- _Exercise description_:
Each line below that contains "main" should be counted; give the total alone.
(Beginning of Input material)
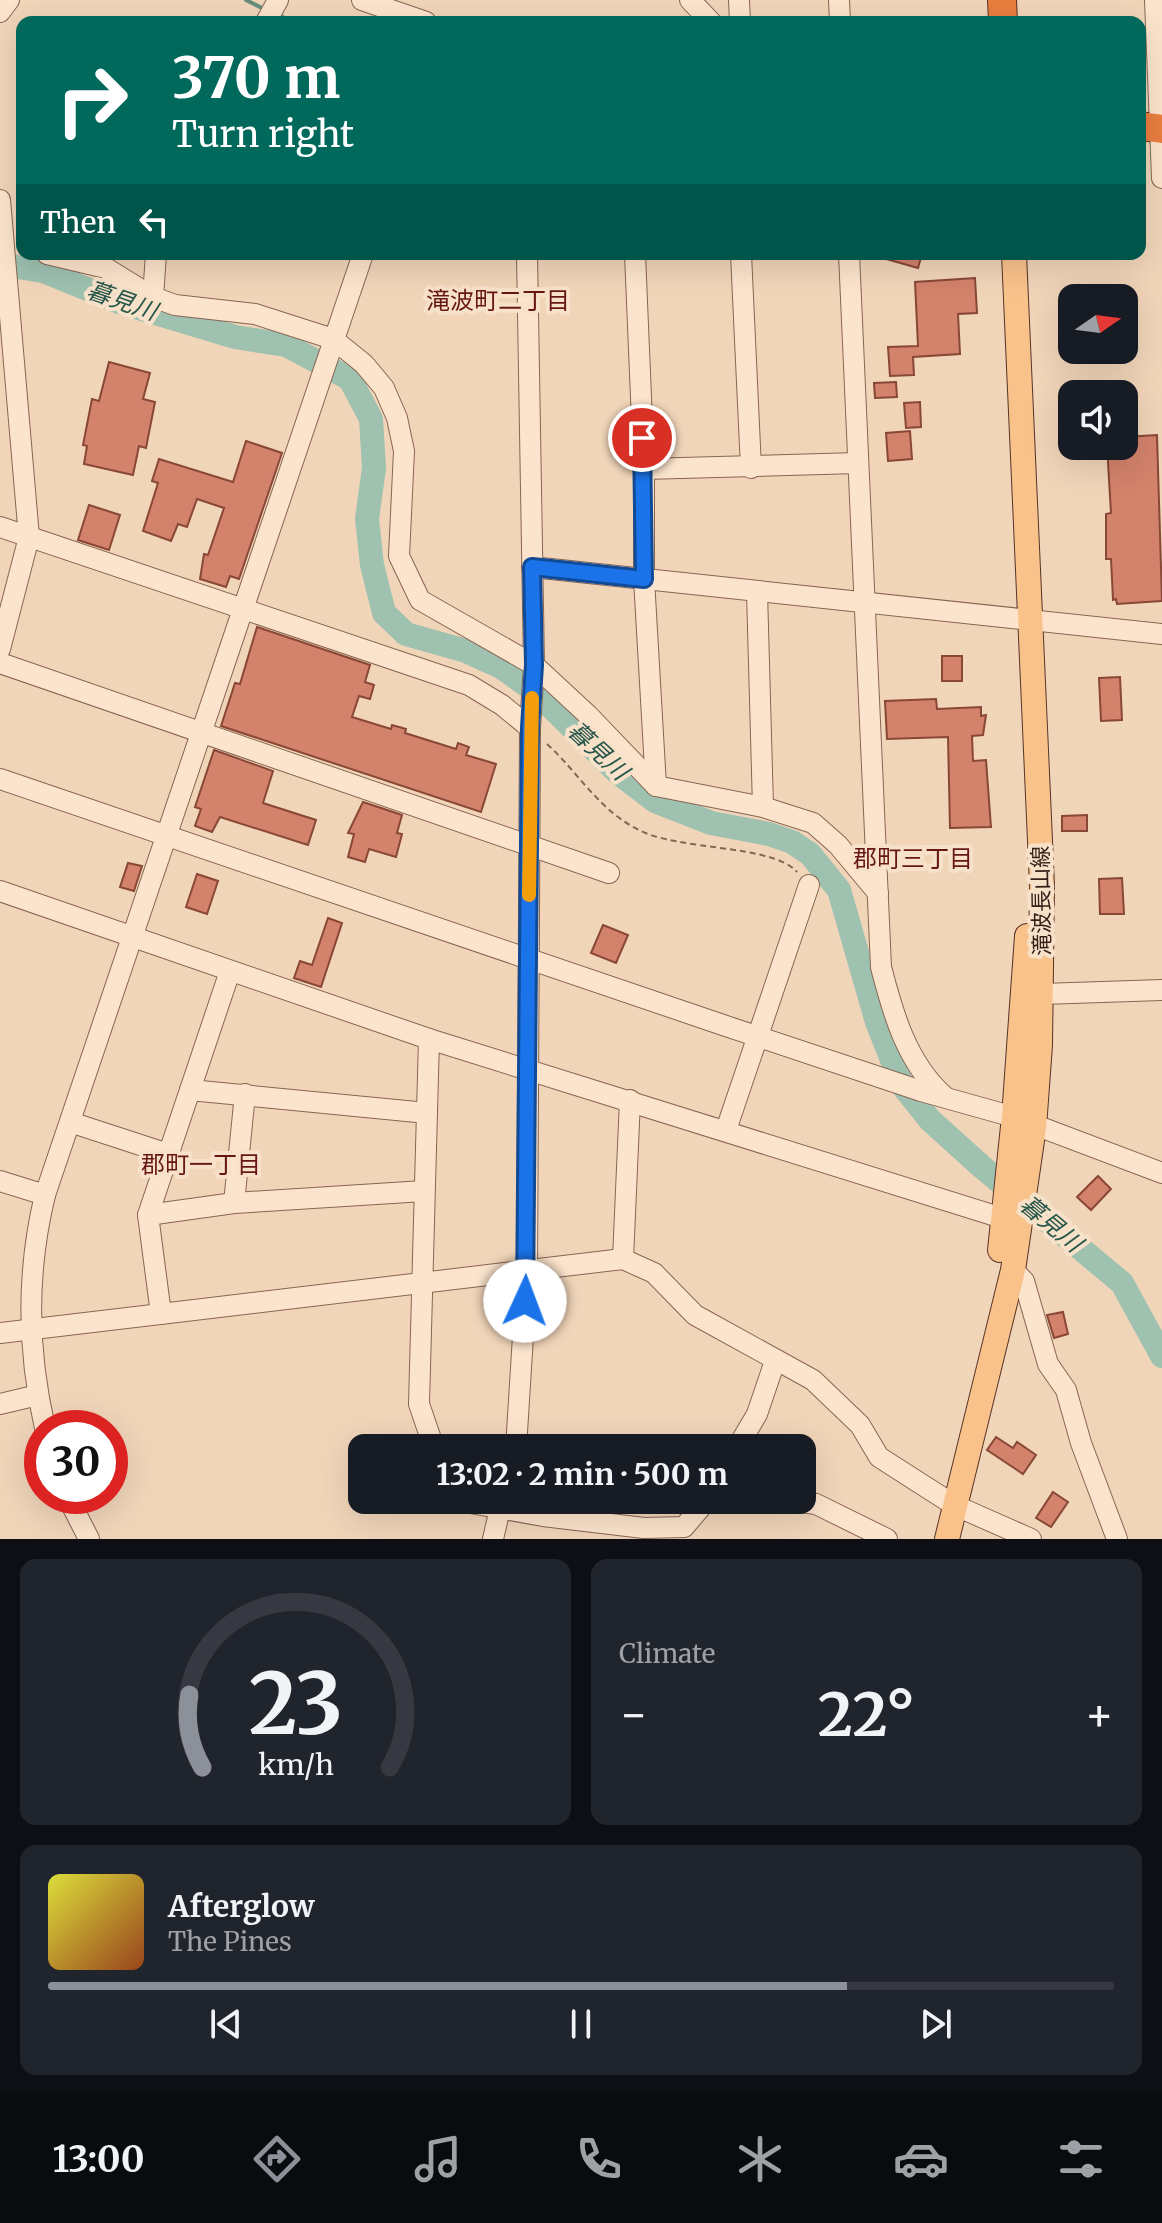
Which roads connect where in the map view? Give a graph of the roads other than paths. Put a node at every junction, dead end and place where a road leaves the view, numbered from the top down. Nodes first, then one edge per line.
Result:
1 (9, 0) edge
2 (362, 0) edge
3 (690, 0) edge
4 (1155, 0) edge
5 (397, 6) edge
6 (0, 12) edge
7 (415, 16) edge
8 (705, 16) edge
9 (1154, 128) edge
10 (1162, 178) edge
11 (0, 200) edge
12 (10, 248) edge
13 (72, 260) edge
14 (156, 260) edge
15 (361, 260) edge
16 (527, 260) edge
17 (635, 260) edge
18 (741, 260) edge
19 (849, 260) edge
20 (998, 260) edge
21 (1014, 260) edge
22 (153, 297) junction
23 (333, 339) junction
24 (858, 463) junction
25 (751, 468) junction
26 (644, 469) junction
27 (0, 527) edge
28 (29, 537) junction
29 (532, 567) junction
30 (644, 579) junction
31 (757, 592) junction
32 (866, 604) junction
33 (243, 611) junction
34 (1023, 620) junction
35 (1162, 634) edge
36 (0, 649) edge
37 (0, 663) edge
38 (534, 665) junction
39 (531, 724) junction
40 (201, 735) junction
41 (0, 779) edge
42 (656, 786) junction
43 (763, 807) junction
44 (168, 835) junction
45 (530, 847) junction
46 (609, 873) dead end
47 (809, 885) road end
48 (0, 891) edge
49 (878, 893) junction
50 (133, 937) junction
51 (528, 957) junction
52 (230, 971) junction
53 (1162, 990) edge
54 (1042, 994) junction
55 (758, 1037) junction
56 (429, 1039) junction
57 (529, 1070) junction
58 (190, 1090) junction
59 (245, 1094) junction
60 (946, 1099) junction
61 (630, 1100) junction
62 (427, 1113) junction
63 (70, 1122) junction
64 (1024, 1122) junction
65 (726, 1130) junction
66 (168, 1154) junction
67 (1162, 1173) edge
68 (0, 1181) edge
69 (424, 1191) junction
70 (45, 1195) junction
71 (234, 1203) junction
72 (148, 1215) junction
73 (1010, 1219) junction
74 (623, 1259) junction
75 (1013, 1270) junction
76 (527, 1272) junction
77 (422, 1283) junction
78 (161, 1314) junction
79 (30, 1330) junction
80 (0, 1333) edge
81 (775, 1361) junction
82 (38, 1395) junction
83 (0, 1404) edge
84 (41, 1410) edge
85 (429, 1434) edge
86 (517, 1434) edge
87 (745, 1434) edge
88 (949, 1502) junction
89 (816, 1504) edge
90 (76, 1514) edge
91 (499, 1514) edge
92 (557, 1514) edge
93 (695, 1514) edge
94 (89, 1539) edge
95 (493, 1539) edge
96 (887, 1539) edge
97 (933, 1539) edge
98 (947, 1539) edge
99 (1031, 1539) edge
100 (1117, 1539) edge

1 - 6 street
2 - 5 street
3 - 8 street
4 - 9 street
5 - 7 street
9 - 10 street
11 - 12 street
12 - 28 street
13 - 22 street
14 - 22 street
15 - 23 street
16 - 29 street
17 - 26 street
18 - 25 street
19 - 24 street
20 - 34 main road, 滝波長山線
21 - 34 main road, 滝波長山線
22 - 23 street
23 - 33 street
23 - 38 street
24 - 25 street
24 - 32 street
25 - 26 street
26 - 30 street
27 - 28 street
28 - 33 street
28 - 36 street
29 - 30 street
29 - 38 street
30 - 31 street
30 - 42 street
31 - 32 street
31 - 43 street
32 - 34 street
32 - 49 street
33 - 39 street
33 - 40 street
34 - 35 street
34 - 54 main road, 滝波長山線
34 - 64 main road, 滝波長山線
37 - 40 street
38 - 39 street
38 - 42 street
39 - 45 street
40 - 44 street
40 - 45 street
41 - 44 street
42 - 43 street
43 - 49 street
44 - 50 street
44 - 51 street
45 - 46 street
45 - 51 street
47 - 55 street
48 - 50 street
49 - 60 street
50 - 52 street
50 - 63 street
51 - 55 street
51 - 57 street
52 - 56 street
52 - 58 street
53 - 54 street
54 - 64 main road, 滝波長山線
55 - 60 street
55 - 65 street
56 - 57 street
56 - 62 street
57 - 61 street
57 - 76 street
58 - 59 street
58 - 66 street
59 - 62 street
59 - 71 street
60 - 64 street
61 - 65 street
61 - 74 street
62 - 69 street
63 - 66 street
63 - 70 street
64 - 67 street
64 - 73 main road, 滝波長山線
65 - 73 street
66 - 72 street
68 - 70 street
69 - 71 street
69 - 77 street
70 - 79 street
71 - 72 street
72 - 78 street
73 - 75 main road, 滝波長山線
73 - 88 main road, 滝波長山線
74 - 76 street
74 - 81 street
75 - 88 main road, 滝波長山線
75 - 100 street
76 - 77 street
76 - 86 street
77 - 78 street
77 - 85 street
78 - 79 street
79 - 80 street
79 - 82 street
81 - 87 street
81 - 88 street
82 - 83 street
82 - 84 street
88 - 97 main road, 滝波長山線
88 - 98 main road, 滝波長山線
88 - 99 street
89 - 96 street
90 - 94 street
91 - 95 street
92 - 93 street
(End of Input material)
- _Response_:
11